従業員が一丸となって
「管理のDX」と「モノを作るDX」を両面から社内のDXを推進!

山梨県内で一番最初にDX認定※を取得した株式会社ササキ。
先代社長からの代替わりをきっかけに、現社長が覚悟を決め、DX(デジタルトランスフォーメーション)に踏み切りました。「管理のDX」と「モノを作るDX」を両面から推進し、加えて従業員が自ら会社の変革にチャレンジ・実行できる環境を整えております。
そんな県内有数のDX推進企業である株式会社ササキ 佐々木社長に、DX推進内容や経緯、今後の取り組みについて伺いました。
※DX認定:IPA(独立行政法人情報処理推進機構)が事務局を務める、「情報処理の促進に関する法律」に基づき、「デジタルガバナンス・コード」の基本的事項に対応する企業を国が認定する制度のこと
株式会社ササキ様

企業概要
東京エレクトロングループを主要取引先とし、ワイヤーハーネス製造、電子機器組立事業を展開。1995年8月に有限会社ササキとして設立し、確かな技術力により企業規模を拡大しております。
山梨県内で初めてのDX認定の取得や山梨産業大賞の経営革新部門受賞、山梨県商工会連合会モデル工場に認定されるなど、県内外からその取組みが注目されている企業です。
また、産業機器分野(半導体製造装置)を中心に、航空・宇宙・防衛分野、自動車R&D分野(レース関係)、理学機器分野を新たな事業分野として挑戦しております。
事例詳細:取り組み内容インタビュー
――DX推進の取り組み内容について教えてください。
佐々木社長:実は「管理する」というところに関しては、だいぶ前から、ITのソフトウェア導入や外部のソフトウェアと連携するなど、DXという分野については、長期に渡り取組みをしております。
現在は今までの取組みを更に進化させて、「モノを作る」というところまでDXを進めております。

代表取締役
佐々木 啓二 氏
――管理のDXを進められた背景を教えてください。
佐々木社長:10数年前から半導体が盛り上がっていったこともあり、取引先からの受注が一気に増えた時期がありました。とても人の目や手作業では対応できない状況になり、現場からも悲鳴が上がる状態でした。
当時は部署ごとにAccessで組まれた工程管理システムが独立して存在していて、見積もりを作ったらファイル共有をして次の工程に進めるなど、各工程が分断されており非常に手間がかかっていました。
そのような状態のなか、社内では、部門間(各工程間)を跨いだ工程管理のシステムを導入するか検討することになったのですが、ケーブルを作る工程に特化したシステムは世の中になく、自分たちで作るしかないという話になりました。おそらく現在も世の中にないと思います。
その当時、株式会社ワイ・シー・シーさんにお手伝いを頂き、約1年くらいの期間をかけて、工程を細かく分析、分解しながらつくりあげました。
独自のシステムをつくるにあたり、一番重要なポイントは、各従業員が実際に実施している日頃のオぺレーションを全てヒアリングし、「なんかこれおかしいですよね」など意見を伝えながら、ブラッシュアップしたことです。そのような対応をひとつづつ積み重ねることにより、各従業員が「自分たちでこのシステムを作った」という意識が強くなりました。
もともと協力的な人材が多かったということもありますが、「これで仕事がやりやすくなる」という明るい兆しが見えたからこそ、従業員は忙しい中でもヒアリングの時間を作ってくれたのだと思います。
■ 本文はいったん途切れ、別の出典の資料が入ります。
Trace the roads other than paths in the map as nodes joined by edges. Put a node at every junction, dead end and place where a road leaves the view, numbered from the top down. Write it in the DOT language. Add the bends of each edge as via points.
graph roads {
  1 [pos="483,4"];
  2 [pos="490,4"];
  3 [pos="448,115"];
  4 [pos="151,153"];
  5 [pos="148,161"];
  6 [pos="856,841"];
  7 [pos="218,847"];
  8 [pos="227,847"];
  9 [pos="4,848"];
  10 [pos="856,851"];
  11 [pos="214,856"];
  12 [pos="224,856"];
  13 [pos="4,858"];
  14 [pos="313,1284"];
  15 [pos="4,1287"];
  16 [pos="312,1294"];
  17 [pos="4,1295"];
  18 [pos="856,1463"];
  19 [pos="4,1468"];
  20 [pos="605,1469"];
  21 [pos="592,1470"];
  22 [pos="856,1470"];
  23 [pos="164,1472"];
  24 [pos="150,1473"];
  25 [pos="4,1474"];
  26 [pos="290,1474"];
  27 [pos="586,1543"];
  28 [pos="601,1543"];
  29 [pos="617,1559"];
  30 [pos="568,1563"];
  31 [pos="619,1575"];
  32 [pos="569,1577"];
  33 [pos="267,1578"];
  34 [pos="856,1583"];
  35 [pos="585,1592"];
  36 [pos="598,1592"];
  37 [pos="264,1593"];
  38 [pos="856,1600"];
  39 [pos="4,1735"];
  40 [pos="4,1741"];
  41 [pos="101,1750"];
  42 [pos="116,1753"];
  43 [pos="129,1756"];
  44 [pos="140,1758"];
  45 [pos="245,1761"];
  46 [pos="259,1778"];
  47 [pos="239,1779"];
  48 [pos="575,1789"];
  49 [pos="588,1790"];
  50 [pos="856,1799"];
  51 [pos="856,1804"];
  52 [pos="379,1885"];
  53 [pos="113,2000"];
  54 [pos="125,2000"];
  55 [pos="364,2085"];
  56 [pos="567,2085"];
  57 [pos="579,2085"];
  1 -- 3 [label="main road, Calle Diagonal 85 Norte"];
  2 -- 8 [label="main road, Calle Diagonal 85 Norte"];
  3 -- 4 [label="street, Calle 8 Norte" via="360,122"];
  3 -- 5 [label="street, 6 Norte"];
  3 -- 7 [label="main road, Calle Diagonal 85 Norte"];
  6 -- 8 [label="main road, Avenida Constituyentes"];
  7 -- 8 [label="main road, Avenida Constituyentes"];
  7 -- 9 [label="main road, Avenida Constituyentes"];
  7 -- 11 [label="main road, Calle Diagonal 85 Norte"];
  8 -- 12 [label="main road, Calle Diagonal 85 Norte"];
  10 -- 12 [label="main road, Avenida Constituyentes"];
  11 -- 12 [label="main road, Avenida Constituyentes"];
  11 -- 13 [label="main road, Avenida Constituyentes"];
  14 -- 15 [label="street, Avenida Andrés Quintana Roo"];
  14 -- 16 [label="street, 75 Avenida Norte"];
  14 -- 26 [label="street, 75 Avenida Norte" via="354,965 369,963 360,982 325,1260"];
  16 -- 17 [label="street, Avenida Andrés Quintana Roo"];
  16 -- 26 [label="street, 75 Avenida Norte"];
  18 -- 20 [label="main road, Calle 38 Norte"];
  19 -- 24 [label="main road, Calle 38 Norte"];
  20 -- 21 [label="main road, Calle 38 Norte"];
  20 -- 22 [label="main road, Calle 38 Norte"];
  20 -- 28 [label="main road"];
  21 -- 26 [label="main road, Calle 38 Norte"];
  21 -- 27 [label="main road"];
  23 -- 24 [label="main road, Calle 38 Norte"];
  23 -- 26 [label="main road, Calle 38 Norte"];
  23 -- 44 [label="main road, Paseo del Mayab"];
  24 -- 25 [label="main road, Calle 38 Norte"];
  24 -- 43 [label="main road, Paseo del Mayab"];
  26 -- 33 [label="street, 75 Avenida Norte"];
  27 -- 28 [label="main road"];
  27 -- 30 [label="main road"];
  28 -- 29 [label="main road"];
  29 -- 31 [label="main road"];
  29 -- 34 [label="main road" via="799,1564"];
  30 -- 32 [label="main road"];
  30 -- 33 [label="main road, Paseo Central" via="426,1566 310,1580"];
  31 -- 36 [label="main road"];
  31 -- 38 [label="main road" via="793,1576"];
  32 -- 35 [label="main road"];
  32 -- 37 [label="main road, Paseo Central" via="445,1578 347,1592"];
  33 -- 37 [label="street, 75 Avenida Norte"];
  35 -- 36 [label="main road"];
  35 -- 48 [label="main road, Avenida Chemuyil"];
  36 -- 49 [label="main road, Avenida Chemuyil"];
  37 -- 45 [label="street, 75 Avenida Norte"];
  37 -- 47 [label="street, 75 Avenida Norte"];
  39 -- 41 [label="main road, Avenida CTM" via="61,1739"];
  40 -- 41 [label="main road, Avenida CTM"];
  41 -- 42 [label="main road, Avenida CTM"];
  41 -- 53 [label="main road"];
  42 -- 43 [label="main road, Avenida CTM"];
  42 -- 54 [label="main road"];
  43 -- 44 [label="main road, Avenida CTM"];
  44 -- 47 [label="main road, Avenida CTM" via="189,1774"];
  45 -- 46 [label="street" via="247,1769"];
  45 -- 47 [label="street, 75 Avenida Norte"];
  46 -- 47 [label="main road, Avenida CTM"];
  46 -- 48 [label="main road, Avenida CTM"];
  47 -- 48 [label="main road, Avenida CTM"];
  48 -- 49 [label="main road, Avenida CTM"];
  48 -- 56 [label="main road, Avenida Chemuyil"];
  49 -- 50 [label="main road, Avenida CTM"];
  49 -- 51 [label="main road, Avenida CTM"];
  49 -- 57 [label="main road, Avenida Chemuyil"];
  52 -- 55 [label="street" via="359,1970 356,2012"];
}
――実際に管理のDXを進められて、効果はありましたか?
佐々木社長:現在、数十億の売上を維持し更に発展させていくためには、このシステムがないと絶対に無理だと思っております。
また、当時は世の中にDXという言葉はまだ浸透していませんでしたが、大手の取引先もどんどん先進的な取り組みを進められていくなかで、このままだと取引先からも選ばれなくなるという危機感もありました。
現在、EDIや図面などあらゆるやり取りがWEB上で実施されている状況をみると、以前から進めていることは間違いがなかったと思えますし、当時取り組みをしていなかったら取り残されていたと感じています。
――実際に管理のDXを進められて、効果はありましたか?
佐々木社長:新工場を造って、トヨタさんの自動倉庫システムを導入しました。
910パレットを縦に高く積み重ねて、ロボットが指示した在庫をとってきてくれるシステムです。棚位置の管理、ケーブルを切った分を減算して管理もしてくれます。ロボットが500キロのケーブルを移動して倉庫に積み上げてくれるので、壁面全部を自動倉庫化することができ、在庫を多く抱えることができるようになりました。この在庫を適正数量抱えることが出来るようになったことも実はかなり大きなポイントで、大手の取引先からはBCP対策として、宮城県か山梨県の工場が被災した想定でも、同じ業務ができることを求めており、結果として取引先からも信頼を獲得することが出来ました。
自動倉庫を導入したことで、横に在庫を置くと大きな面積が必要だったところが、縦に積めば空間を3次元に有効活用できることに気づき、それを実現するにはロボットの力が必要だなと実感しました。製造業はロボットの活用は今後大きなテーマになると考えており、そのプロトタイプを今回のモノを作るDXで経験できたことも大きな追い風となっています。加えて、在庫管理のシステムと連動することで、倉庫にあるケーブルをどれくらい切断したか残量の情報もわかるようになりました。それらを実現できたのも、前段の管理のDXが進んでいたことが大きかったと感じています。


――今後の展望はありますか。
佐々木社長:まだまだやることは山ほどあると考えています。例えば、弊社は多品種少量のモノづくりをしているため、図面だけでも30万枚を保有しています。図面の管理もシステム上でやっているが、実際はExcel上が楽に管理できるんじゃないかとか、「どうシンプルに使いやすくしていくか」についても考えていく必要があります。また、見積もり作成時、ケーブルを作る為の必要な部品の構成を登録する際、在庫の量や工具の有無が全て連動しているなど、「必要な項目を入れたら自動で仮見積もりをしてくれる仕組み」を作っていきたいと考えています。今は人の手で工数を積み上げている為、まだまだ効率化出来る部分はあると思っております。
また、大手の製造業の知恵を借りていきたいと考えています。弊社のやりたいことは大体、大手企業は実現しているんですよね。
製造業のエンジニアを紹介してくれるサイトがあり、大手企業の方からアドバイスをもらうことができます。実際に大手企業が使用しているパッケージを流用してもらいシステムを組むこともしております。
――これからDXを進めようとしている企業の皆様へメッセージをお願いします。
佐々木社長:弊社はシステムの投資に数千万円をかけましたが、これを数千万円もかかると思うのか、それとも今後10年が楽になる必要な投資と思うのか、そこの違いが大きいと思います。DXを始めると、こんなに良くなりました。楽になりましたというのはみんな実感するはずだと思います。実感すると、人間ってもっと使い勝手よくしたり、楽したがるじゃないですか。
あんな機能が欲しい、という声が自然とあがってくるようになって、DXに対する目線が変わってきます。やはり、始まりが一番大事です。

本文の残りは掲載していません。